───── Supplied data ─────
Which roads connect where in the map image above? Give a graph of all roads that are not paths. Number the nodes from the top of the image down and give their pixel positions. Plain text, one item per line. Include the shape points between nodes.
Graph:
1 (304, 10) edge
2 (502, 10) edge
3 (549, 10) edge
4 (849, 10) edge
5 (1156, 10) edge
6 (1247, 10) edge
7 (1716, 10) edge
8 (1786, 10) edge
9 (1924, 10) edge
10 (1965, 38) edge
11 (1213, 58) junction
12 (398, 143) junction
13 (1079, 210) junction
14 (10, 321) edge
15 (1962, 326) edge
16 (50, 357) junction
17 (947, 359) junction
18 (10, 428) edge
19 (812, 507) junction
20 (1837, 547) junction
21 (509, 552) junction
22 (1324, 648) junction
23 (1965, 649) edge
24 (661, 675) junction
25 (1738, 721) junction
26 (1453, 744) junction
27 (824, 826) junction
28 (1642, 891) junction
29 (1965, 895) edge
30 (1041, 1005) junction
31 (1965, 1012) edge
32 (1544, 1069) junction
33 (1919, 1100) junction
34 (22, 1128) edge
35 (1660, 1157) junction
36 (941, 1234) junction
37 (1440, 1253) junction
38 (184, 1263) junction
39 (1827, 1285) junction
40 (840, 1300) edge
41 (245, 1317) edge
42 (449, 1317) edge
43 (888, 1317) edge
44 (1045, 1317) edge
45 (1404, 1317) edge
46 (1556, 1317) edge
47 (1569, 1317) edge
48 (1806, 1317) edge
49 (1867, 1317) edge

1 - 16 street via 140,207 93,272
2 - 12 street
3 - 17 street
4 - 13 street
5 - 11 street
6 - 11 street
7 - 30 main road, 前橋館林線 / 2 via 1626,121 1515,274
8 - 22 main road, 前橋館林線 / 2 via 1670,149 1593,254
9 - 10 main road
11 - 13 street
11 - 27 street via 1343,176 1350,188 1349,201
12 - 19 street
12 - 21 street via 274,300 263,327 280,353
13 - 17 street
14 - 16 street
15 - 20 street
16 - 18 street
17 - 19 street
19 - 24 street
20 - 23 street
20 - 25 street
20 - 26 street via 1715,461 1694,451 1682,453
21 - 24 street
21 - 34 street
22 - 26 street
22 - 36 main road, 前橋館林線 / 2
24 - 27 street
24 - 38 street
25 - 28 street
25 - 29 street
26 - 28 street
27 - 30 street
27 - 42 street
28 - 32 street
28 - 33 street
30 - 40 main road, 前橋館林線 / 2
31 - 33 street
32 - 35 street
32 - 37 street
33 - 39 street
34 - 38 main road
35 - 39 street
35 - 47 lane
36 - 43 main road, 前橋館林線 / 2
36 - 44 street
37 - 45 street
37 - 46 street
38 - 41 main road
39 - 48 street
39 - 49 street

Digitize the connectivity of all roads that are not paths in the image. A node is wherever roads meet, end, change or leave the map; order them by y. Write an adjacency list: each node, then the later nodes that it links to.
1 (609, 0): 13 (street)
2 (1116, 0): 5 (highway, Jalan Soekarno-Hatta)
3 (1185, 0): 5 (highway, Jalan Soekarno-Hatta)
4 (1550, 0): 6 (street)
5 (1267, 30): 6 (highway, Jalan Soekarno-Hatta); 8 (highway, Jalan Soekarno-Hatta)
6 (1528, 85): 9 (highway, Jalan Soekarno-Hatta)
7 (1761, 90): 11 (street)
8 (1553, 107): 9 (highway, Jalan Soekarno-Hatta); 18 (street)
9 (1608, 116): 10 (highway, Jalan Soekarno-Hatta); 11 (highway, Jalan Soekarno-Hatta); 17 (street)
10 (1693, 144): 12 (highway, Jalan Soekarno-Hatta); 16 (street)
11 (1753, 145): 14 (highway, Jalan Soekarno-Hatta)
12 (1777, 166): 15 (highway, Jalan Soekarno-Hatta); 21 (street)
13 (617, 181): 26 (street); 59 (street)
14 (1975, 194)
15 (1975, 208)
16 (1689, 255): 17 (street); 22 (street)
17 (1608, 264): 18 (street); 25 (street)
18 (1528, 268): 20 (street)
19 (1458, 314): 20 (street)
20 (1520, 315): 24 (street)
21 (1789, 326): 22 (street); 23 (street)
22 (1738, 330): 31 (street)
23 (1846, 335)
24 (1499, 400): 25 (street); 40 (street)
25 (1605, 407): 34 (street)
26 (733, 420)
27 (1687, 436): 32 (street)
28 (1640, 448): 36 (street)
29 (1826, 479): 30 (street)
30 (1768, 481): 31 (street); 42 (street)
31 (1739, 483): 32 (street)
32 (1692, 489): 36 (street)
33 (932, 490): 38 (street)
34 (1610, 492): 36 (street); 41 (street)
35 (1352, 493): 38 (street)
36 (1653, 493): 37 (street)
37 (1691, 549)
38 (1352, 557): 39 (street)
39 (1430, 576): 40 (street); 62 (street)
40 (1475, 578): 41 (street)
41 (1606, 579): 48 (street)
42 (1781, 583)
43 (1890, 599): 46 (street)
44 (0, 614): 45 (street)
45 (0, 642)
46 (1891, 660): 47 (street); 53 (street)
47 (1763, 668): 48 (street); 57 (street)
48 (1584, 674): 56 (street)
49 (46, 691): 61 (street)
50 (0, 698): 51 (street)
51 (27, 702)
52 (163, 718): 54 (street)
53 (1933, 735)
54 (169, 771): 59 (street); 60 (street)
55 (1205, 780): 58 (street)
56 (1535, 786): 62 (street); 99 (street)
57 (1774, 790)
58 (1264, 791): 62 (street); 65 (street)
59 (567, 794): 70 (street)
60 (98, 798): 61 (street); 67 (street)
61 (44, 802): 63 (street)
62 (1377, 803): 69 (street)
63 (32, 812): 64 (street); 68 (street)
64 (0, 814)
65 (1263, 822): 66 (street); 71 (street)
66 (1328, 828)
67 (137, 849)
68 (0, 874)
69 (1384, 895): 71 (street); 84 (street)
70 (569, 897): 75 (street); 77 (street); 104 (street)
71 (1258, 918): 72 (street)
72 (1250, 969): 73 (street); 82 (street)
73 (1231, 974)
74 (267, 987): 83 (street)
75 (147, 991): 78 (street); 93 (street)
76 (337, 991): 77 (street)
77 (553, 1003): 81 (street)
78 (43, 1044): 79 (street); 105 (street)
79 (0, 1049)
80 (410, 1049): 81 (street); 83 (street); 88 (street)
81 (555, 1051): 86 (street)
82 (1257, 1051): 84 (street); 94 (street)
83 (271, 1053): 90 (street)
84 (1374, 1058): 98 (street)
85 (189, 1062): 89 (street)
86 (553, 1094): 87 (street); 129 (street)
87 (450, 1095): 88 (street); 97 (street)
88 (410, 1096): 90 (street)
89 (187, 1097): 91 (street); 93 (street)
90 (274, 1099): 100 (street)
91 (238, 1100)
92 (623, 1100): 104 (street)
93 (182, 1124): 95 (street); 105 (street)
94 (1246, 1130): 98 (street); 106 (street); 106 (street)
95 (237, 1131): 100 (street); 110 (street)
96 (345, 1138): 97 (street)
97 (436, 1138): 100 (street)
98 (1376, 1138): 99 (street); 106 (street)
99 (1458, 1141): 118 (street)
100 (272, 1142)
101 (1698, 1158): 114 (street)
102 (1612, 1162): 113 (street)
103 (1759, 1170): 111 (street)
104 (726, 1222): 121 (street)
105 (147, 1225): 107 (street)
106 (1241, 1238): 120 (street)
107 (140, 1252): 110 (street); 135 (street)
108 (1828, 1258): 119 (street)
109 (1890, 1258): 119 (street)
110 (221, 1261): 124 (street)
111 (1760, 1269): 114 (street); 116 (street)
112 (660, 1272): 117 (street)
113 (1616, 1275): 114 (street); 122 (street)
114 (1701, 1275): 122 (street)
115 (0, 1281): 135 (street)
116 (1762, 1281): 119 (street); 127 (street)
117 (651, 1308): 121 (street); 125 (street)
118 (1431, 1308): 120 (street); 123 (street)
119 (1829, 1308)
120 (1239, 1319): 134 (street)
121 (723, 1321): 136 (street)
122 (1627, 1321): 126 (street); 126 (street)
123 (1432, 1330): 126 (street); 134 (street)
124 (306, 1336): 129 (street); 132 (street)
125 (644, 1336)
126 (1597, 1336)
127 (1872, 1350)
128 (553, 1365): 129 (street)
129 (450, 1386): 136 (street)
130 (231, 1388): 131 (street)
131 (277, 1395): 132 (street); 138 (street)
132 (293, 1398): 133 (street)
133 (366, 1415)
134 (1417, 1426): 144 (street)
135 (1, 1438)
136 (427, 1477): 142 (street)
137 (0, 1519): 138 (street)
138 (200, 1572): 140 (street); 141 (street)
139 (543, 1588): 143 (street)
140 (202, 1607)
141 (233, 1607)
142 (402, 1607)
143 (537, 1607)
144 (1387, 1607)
─────
▶ **Exercise goal**
The answer should be a single number: how many lines in the records contain "前橋館林線".

▶ **Response to the task**
5